• _Work instructions_
Find every line of the data below that has "each" in it. Reply with the number only.

[Data extracted from a collection]
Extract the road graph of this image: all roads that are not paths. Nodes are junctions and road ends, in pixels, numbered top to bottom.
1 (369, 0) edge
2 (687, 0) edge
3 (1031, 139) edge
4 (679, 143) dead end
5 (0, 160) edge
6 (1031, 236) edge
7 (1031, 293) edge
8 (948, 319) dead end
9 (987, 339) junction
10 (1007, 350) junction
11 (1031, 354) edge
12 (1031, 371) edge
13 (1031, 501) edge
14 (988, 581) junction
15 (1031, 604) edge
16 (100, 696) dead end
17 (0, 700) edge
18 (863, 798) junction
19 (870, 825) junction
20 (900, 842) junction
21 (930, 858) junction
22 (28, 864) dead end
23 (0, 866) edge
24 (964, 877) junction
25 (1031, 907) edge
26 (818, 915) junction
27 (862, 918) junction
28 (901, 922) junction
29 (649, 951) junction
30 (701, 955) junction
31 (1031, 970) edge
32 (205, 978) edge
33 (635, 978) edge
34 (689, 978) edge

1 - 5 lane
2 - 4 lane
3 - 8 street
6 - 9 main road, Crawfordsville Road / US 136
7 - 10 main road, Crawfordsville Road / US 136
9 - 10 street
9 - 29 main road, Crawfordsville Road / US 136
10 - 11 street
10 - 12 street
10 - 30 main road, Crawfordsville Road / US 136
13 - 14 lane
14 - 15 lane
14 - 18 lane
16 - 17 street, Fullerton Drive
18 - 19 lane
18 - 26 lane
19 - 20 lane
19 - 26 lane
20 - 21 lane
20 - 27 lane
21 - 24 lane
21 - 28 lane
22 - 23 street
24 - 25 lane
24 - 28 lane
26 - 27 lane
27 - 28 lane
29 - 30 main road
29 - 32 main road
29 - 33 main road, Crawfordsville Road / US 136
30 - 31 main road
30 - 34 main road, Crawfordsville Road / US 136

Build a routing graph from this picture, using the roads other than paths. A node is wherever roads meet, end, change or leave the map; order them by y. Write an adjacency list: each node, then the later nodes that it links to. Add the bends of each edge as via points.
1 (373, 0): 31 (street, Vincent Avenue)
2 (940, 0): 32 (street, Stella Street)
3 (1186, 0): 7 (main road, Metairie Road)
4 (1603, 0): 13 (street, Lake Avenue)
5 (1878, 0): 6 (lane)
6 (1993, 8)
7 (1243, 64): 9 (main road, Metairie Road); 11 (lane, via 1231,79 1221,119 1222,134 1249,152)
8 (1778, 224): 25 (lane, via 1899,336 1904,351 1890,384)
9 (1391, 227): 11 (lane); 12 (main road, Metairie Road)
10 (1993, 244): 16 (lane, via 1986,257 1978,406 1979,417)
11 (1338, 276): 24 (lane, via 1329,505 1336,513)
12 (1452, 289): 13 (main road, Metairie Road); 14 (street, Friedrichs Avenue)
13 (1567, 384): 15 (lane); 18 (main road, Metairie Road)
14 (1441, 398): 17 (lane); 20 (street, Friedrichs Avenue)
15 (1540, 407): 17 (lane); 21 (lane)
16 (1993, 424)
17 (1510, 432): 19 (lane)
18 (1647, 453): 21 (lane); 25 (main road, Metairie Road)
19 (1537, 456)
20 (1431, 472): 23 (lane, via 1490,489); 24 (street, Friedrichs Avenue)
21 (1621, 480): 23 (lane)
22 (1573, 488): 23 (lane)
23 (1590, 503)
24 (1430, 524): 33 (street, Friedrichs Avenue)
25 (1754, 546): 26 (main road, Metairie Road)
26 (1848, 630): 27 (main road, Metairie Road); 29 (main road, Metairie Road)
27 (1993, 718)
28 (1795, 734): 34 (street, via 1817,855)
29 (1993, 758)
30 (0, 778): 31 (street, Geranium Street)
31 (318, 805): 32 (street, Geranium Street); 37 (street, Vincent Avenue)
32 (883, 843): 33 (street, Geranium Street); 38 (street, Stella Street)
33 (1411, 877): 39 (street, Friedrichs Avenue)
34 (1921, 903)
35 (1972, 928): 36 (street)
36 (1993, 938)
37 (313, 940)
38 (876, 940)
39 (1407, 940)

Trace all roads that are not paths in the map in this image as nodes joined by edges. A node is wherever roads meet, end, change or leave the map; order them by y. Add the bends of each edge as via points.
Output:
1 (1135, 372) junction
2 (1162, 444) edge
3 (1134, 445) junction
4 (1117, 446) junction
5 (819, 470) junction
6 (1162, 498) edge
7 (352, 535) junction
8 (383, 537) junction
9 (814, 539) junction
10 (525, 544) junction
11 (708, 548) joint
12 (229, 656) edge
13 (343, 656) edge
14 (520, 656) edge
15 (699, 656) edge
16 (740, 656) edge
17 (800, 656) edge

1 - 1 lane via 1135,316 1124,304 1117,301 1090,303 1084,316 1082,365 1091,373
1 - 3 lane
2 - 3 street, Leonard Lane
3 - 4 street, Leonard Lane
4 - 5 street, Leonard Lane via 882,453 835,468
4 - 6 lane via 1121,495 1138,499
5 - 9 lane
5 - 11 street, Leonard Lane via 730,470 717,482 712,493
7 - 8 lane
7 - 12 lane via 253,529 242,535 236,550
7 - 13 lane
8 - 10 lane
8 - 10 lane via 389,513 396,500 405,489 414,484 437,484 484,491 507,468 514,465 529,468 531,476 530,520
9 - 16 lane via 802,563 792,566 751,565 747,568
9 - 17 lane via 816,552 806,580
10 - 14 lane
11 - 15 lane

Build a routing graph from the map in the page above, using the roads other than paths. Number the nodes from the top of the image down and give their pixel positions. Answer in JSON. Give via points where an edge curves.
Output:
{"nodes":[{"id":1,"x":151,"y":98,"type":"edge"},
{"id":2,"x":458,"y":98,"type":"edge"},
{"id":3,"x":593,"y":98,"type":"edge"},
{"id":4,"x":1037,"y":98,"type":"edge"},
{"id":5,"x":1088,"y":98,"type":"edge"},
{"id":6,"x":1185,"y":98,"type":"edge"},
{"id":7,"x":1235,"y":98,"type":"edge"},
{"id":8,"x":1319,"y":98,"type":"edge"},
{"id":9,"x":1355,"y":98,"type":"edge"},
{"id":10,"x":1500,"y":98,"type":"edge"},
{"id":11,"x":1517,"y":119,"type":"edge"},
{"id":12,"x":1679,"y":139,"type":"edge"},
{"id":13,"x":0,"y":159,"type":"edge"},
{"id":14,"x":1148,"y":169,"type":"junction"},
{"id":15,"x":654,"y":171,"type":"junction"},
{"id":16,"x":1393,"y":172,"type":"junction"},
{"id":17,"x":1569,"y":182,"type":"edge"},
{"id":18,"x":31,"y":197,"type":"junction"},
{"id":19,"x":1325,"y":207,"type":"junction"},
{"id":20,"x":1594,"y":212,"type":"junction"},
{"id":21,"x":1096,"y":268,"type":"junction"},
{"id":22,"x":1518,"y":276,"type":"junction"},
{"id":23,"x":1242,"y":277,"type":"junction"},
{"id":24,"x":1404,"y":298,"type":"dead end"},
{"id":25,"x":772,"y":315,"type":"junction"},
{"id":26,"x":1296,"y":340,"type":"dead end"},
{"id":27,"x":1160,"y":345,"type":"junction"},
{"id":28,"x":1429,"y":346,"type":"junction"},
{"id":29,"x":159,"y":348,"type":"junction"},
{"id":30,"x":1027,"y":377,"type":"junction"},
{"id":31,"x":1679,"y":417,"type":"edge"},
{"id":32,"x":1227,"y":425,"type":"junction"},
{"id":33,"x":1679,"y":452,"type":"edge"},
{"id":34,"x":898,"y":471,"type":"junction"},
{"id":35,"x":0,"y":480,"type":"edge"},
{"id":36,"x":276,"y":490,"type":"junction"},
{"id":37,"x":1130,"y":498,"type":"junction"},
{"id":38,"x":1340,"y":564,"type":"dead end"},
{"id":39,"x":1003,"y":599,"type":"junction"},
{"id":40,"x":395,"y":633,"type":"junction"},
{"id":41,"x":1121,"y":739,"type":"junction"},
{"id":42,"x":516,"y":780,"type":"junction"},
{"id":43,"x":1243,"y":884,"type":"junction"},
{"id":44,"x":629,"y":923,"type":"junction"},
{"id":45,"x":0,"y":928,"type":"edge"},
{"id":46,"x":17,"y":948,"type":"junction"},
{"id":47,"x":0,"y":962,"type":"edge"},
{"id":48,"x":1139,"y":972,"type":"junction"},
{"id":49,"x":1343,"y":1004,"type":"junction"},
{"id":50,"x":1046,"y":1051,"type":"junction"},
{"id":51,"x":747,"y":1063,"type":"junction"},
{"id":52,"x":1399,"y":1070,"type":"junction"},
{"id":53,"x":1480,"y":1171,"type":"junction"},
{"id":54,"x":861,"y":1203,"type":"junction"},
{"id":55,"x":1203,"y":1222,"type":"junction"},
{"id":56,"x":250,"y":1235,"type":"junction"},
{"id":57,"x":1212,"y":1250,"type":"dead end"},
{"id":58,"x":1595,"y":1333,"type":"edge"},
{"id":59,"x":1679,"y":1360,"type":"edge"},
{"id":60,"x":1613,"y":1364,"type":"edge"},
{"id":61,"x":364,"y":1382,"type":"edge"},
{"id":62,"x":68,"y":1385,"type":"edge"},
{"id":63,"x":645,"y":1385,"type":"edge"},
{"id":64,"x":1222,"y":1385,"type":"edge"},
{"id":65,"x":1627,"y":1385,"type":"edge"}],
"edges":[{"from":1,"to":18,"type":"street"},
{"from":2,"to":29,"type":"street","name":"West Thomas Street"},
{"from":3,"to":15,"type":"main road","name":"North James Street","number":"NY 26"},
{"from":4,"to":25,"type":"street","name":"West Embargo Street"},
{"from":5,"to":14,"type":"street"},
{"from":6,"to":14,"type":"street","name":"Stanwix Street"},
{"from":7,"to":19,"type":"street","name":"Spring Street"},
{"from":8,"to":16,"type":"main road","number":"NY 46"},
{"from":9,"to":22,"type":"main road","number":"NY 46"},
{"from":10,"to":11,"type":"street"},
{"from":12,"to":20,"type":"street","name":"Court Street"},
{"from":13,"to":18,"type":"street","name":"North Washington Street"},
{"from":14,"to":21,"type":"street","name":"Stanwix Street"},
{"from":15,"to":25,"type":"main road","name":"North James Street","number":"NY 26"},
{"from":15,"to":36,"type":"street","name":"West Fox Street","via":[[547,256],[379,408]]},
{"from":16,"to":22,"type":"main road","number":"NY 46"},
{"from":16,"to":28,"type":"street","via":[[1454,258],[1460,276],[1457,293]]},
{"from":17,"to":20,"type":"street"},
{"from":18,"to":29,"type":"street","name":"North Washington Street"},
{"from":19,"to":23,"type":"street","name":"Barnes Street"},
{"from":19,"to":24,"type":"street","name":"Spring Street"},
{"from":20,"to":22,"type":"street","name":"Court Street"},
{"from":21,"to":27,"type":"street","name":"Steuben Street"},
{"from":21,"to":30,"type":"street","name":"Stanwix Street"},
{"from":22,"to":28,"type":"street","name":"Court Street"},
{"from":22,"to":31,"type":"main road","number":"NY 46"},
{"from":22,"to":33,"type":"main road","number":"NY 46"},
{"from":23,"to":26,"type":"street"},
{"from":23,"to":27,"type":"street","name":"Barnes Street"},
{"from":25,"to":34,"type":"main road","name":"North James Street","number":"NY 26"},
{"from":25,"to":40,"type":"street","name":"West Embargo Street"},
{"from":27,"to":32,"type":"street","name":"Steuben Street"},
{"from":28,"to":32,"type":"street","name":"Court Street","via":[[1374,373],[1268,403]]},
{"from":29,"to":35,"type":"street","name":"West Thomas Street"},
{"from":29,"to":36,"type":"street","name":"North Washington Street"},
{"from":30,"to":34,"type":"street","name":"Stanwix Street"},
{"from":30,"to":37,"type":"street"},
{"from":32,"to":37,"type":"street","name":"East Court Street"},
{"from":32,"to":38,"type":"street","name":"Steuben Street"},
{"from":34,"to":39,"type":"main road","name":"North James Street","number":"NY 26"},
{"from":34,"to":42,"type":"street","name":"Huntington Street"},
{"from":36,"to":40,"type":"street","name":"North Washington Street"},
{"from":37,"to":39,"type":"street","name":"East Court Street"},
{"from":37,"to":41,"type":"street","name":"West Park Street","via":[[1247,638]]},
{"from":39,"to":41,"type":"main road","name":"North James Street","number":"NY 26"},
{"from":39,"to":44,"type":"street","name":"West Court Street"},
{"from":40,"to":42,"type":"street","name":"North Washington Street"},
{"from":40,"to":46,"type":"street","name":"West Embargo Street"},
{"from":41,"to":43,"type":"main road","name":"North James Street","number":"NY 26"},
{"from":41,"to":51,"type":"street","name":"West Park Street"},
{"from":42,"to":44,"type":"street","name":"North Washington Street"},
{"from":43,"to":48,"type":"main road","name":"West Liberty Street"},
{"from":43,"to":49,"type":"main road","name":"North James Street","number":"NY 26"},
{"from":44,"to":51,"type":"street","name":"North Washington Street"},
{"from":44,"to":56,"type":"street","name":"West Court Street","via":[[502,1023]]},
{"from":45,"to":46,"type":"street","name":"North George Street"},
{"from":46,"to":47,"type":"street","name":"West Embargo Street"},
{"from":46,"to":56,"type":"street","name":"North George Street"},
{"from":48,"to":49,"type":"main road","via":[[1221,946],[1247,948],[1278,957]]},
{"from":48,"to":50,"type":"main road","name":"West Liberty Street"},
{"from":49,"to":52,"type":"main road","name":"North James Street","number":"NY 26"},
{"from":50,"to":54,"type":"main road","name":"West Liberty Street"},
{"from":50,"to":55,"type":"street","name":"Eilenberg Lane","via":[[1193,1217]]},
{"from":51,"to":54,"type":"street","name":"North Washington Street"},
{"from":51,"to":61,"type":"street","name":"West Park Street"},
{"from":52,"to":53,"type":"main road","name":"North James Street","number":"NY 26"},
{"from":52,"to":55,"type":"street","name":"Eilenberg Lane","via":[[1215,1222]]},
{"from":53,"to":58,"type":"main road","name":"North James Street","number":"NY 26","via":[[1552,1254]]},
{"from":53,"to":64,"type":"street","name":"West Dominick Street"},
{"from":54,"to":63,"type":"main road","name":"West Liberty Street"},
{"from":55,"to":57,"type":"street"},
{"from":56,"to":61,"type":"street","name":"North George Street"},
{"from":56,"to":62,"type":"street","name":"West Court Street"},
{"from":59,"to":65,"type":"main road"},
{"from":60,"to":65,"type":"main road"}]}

• _Solution for this problem_
2